__ABOUT THIS TASK__. For the listing below, report all lines that hold the word "margin".

__DATASET RECORDS__.
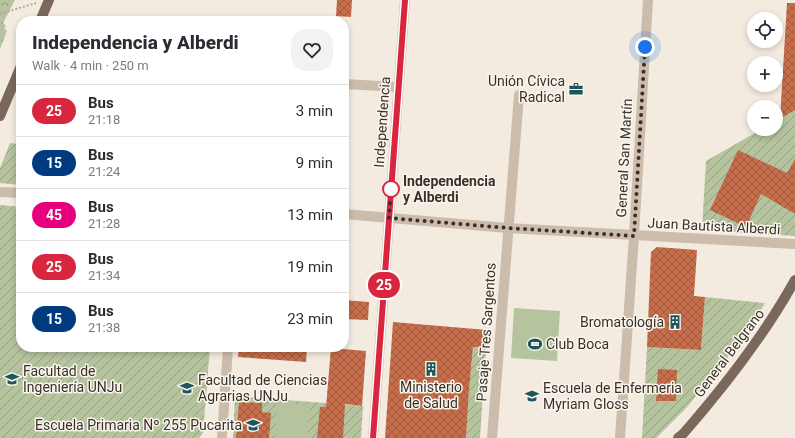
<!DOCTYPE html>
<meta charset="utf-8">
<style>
:root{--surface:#fff;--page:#f2f2f3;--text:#2b2b33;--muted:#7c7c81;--line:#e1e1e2}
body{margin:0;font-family:Roboto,sans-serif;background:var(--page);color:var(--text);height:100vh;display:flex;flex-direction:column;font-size:15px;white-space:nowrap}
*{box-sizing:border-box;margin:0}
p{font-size:13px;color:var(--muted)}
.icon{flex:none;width:22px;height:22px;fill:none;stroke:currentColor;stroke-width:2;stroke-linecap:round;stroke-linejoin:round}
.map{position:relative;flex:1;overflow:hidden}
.details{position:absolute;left:16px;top:16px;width:333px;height:336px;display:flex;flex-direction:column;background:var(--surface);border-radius:16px;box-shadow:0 2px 6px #0003}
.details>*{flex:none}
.badge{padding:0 8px;border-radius:13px;font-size:14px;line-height:26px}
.buttons{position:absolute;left:747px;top:12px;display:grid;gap:8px}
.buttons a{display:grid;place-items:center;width:36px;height:36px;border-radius:50%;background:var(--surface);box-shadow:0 2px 6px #0003;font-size:20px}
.you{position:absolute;width:20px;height:20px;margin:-10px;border:3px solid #fff;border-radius:50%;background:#1a73e8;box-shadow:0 0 0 6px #1a73e833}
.map>.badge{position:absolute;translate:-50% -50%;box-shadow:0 0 0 2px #fff}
.round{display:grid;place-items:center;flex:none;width:42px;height:42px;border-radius:16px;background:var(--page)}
.summary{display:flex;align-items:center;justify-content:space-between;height:68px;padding:0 16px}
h1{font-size:19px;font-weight:800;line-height:30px}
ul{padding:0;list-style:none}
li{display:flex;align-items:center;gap:12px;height:52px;padding:0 16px;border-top:1px solid var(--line)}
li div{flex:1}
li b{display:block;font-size:15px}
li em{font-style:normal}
li .badge{min-width:44px;font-weight:700;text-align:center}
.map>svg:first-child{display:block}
.forest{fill:url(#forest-crowns)}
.garden{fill:url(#garden-furrows)}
.pitch{fill:#b5c39f}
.building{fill:url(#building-cross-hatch)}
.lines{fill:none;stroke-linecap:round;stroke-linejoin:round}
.path{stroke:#b8a695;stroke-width:2;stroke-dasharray:2 2;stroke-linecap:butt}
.minor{stroke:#ccbcab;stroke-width:10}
.primary{stroke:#7b685c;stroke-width:10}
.line-casing{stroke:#fff;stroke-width:9}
.line{stroke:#d7263d;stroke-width:6}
.walk{stroke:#3a302a;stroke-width:4;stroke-dasharray:0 7.2}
.stop-dot{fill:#fff;stroke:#d7263d;stroke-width:2}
.labels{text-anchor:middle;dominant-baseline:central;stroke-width:3;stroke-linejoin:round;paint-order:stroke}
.poi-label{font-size:14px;fill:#3a302a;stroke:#faf5ed;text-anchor:start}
.street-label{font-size:14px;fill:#3a302a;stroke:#faf5ed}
.stop-label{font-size:14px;font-weight:bold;fill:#3a302a;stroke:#faf5ed;text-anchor:start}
</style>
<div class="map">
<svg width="795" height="438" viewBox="0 0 795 438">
<defs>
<pattern id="forest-crowns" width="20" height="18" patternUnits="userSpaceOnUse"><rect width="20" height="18" fill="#b5c39f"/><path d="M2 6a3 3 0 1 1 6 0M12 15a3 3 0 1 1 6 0" fill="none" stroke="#949f82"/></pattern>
<pattern id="garden-furrows" width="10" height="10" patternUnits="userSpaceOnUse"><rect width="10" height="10" fill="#b5c39f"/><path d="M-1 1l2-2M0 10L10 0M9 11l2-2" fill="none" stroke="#949f82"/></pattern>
<pattern id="building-cross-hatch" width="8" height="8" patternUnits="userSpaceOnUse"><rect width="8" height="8" fill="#c66e4b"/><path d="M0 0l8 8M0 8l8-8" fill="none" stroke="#a25b3f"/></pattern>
</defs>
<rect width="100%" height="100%" fill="#f3ebe0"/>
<path class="forest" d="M 0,0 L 15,0 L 3,23 L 6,26 L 4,28 L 7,31 L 0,49 Z"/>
<path class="garden" d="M 795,110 L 795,236 L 746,233 L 702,229 L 706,161 L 762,129 L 776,129 L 776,121 Z
M 10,143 L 21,144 L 21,185 L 0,183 L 0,168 Z
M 0,205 L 21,207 L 21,347 L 210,347 L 203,433 L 199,438 L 0,438 Z
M 705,297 L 765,303 L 753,322 L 726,360 L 687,407 L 656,438 L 642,438 L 647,347 L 701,350 Z
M 473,347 L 486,347 L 480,438 L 466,438 L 469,390 Z
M 235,396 L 363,406 L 361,438 L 233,438 Z"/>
<path class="pitch" d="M 514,308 L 560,311 L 557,361 L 511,358 Z
M 277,403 L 310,405 L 307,438 L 275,438 Z"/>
<path class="building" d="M 337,0 L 352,0 L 351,17 L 336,16 Z
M 787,3 L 795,3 L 795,110 L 780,119 Z
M 738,150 L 787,173 L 795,159 L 795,214 L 761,194 L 746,227 L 710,210 Z
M 657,247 L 697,250 L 694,296 L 705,297 L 701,350 L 647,347 L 651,252 Z
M 344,300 L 369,302 L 368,320 L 344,319 Z
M 393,322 L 487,330 L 486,347 L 473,347 L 469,390 L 466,438 L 385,438 Z
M 239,347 L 307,347 L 306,362 L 238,357 Z
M 331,348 L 366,351 L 362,406 L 345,404 L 343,438 L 317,438 L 320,407 L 326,407 Z
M 658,369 L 677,370 L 676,401 L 656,401 Z
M 239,402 L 262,403 L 262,412 L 271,413 L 269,438 L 236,438 Z"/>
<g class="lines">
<path class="path" d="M 0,14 L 36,3"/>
<path class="minor" d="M 344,84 L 398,87
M 0,192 L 21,193
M 344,214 L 508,228 L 795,244
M 222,438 L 228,347
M 373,438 L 405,0
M 492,438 L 519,95
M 620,438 L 634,236 L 648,0"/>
<path class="primary" d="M 40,21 L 49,0
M 0,116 L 21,66
M 678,438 L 683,434 C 725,386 764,336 795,280"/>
</g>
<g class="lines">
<defs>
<path id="line" d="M 373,438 L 405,0"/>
</defs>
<use href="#line" class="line-casing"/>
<use href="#line" class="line"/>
<path class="walk" d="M 391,189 L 389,218 L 508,228 L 634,236 L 645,47"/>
</g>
<defs>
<symbol id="office-bare" viewBox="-9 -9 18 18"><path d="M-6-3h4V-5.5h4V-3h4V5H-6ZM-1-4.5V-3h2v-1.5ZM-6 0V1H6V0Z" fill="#1f555c" stroke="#faf5ed" stroke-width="2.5" paint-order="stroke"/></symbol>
<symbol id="building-bare" viewBox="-9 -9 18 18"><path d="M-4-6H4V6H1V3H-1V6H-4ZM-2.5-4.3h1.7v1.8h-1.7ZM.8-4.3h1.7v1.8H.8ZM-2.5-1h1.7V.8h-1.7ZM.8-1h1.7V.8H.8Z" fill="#1f555c" stroke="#faf5ed" stroke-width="2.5" paint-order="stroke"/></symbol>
<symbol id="stadium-bare" viewBox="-9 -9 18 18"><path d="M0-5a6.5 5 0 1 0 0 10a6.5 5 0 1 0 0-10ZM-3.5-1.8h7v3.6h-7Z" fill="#1f555c" stroke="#faf5ed" stroke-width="2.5" paint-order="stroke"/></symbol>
<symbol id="university-bare" viewBox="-9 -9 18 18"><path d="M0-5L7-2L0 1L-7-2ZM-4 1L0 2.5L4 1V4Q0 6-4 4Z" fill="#1f555c" stroke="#faf5ed" stroke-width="2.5" paint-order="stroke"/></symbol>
<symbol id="school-bare" viewBox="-9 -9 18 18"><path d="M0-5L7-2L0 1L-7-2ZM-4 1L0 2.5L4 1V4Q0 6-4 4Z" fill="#1f555c" stroke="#faf5ed" stroke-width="2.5" paint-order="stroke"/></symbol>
</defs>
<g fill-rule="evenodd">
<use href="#office-bare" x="566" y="79" width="20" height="20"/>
<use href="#building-bare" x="665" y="312" width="20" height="20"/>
<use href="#stadium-bare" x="525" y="334" width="20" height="20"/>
<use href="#building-bare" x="421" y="359" width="20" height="20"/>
<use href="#university-bare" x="2" y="369" width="20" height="20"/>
<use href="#university-bare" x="177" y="378" width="20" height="20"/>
<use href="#university-bare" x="522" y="386" width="20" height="20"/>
<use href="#school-bare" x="243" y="415" width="20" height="20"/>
</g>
<circle class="stop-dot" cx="391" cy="189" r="8"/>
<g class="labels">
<g class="poi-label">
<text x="565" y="81" text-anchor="end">Unión Cívica<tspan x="565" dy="16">Radical</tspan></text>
<text x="664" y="322" text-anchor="end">Bromatología</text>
<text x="546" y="344">Club Boca</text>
<text x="23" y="371">Facultad de<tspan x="23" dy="16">Ingeniería UNJu</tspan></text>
<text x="198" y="380">Facultad de Ciencias<tspan x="198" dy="16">Agrarias UNJu</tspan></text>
<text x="431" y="387" text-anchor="middle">Ministerio<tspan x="431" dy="16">de Salud</tspan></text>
<text x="543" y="388">Escuela de Enfermeria<tspan x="543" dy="16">Myriam Gloss</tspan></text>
<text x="242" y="425" text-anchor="end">Escuela Primaria Nº 255 Pucarita</text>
</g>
<g class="street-label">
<text transform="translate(382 122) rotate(-86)">Independencia</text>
<text transform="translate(624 158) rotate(-87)">General San Martín</text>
<text transform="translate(714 226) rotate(3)">Juan Bautista Alberdi</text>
<text transform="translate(486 332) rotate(-86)">Pasaje Tres Sargentos</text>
<text transform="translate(729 353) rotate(-53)">General Belgrano</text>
</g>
<g class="stop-label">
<text x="403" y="181">Independencia<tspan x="403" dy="16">y Alberdi</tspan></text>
</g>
</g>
</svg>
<div class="buttons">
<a><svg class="icon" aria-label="locate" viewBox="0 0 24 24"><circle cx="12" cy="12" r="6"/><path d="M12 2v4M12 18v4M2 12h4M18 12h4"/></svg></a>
<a>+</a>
<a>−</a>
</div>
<div class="you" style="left:645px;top:47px"></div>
<b class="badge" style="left:384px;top:285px;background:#d7263d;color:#fff">25</b>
<section class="details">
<div class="summary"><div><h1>Independencia y Alberdi</h1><p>Walk · 4 min · 250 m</p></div><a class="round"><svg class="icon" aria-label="heart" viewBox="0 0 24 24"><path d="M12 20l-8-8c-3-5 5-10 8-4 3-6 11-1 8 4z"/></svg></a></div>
<ul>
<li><span class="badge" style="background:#d7263d;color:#fff">25</span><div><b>Bus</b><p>21:18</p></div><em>3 min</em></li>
<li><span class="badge" style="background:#003b80;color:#fff">15</span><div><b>Bus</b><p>21:24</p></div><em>9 min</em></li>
<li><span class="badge" style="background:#e6007e;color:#fff">45</span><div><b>Bus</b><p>21:28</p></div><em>13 min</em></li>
<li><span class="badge" style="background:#d7263d;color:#fff">25</span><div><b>Bus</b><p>21:34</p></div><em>19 min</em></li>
<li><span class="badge" style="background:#003b80;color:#fff">15</span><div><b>Bus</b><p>21:38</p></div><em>23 min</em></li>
</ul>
</section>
</div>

__RESULT OF THE EXERCISE__.
body{margin:0;font-family:Roboto,sans-serif;background:var(--page);color:var(--text);height:100vh;display:flex;flex-direction:column;font-size:15px;white-space:nowrap}
*{box-sizing:border-box;margin:0}
.you{position:absolute;width:20px;height:20px;margin:-10px;border:3px solid #fff;border-radius:50%;background:#1a73e8;box-shadow:0 0 0 6px #1a73e833}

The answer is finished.